Широко распространен миф о том, что большевики были не такой же партией, как все остальные, но «авангардной партией» рабочего класса. Так они себя сами и характеризовали. Но такие вещи нельзя просто провозглашать, не приводя никаких аргументов; такие вещи следует доказывать. При этом социальный состав малоо чем говорит сам по себе; необходимо обязательно учитывать, какие слои стоят на верхних и на нижних ступенях пирамиды централизованной партийной иерархии, какую «политику» проводит данная организация и т.д. Все иллюзии насчет «пролетарского» характера большевиков были опровергнуты их систематическим подавлением рабочих стачек с 1918 г. и расстреляны пушками в Кронштадте в 1921 г. Это не было «трагическим недоразумением», когда авангард подверг репрессиям свою собственную «несознательную» массовую базу. Нет, у большевистских вождей имелись вполне определенные интересы, и они осуществляли вполне определенную политику.

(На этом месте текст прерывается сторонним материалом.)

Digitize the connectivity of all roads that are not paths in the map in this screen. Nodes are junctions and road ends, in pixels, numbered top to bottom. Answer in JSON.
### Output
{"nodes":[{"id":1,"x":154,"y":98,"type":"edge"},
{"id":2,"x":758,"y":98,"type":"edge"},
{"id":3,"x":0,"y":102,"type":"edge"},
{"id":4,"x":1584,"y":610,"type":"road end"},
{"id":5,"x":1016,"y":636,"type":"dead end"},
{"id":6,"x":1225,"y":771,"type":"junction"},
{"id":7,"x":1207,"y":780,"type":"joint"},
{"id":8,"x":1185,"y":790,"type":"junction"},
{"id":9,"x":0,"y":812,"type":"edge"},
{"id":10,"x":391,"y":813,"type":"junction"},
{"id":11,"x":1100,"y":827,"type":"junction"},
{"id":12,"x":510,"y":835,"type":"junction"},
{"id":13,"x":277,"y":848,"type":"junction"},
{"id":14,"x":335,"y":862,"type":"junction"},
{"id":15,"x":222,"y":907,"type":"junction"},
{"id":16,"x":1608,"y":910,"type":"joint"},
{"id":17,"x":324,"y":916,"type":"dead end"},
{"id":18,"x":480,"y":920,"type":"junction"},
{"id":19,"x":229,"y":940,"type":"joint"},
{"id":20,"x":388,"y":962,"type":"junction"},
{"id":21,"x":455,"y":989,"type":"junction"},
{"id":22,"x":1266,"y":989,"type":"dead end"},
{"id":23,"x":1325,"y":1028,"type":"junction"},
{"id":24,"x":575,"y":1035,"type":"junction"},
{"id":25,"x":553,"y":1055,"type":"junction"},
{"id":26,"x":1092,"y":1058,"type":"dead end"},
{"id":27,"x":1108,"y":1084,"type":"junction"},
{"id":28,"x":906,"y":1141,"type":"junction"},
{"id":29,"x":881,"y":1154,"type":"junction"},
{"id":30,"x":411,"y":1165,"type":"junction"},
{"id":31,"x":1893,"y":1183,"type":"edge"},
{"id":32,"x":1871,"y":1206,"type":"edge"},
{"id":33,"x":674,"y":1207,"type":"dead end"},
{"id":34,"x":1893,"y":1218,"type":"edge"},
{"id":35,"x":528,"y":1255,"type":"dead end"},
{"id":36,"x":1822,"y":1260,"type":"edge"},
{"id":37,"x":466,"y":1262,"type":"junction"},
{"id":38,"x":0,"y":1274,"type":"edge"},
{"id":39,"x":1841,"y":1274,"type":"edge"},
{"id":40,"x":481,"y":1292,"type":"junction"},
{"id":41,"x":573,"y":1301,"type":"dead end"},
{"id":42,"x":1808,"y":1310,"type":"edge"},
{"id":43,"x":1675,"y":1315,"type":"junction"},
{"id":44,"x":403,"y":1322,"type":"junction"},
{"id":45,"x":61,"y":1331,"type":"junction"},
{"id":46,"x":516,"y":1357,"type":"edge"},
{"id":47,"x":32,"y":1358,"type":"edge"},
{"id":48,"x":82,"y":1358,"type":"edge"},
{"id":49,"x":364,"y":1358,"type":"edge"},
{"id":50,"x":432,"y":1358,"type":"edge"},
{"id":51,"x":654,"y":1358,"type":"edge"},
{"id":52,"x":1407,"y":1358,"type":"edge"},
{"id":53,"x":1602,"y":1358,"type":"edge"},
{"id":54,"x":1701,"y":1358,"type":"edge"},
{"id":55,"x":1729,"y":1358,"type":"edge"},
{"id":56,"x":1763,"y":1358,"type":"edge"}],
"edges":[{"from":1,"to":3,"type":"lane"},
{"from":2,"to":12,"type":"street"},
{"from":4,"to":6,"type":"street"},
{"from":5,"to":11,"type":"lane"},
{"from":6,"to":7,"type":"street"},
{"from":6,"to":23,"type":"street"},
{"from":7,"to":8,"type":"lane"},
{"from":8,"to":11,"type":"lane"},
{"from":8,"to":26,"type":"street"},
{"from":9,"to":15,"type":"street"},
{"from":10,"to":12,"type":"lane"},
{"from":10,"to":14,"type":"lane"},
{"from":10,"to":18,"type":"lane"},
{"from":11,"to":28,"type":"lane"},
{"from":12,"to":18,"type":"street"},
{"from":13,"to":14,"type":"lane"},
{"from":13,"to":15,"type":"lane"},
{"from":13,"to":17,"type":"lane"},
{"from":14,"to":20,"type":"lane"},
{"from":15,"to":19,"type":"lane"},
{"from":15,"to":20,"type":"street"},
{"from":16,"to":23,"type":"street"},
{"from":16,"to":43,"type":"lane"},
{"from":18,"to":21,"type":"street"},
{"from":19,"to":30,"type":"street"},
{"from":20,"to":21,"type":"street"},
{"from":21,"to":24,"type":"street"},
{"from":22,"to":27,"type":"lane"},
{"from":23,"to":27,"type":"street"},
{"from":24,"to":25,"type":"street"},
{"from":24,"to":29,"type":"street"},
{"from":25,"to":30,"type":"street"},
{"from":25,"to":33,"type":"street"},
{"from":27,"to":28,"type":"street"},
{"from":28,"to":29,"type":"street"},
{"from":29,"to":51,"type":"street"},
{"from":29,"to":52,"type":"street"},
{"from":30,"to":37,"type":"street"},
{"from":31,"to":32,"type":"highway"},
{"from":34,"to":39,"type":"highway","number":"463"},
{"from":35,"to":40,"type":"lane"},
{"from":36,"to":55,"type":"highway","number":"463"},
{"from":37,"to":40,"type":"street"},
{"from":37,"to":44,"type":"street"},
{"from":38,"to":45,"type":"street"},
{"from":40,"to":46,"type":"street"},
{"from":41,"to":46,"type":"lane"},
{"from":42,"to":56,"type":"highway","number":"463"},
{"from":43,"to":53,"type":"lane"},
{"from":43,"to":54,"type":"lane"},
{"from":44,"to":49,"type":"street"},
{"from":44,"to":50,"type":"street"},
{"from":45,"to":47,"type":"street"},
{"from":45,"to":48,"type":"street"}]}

Большевики неоднократно характеризовали себя и иначе, и эта характеристика гораздо более точна: «якобинцы Русской революции». Они воспринимали себя, как своего рода «социалистических якобинцев», хотя их «социализм» вызывает большие сомнения. Даже когда они говорили о непосредственных социалистических задачах (после начала Первой мировой войны; до тех пор речь шла лишь о буржуазно-демократической революции в России), то представляли себе этот новый строй вполне в социал-демократическом духе, то есть по-буржуазному: как единую гигантскую фабрику со строгим разделением функций, с производственной и, как следствие, политической иерархией. Но взятие большевиками на себя роли якобинцев было гораздо более реальным, чем их разговоры о социализме. Их традиция шла от якобинцев, через идеи и практику Бабефа и Бланки – прямо к Ленину сотоварищи. Подобно бабувистам и бланкистам, «и большевики были твердо убеждены в том, что можно ввести коммунизм декретами сверху, посредством диктаторской правительственной власти и строжайшего централизованного собирания всех сил общества», – замечал немецкий анархо-синдикалист Рудольф Роккер. Само представление о просвещенном и знающем авангарде, который представляет трудовой народ (пролетариат), понимает его интересы лучше, чем он сам, и осуществляет «воспитательную диктатуру», было якобинским, а лучше сказать, – буржуазным. Сам Ленин заявлял: «...не только у нас, в одной из самых отсталых капиталистических стран, но и во всех других капиталистических странах пролетариат все еще так раздроблен, так принижен, так подкуплен кое-где..., что поголовная организация пролетариата диктатуры его осуществить непосредственно не может. Диктатуру может осуществлять только тот авангард, который вобрал в себя революционную энергию класса». Это как раз и означает, что в ситуации, когда пролетарские массы не понимают «правильно» свои собственные «действительные» интересы, правящий авангард должен «загонять» их «к счастью» «железной рукой» (именно так гласил лозунг в большевистском концлагере на Соловках).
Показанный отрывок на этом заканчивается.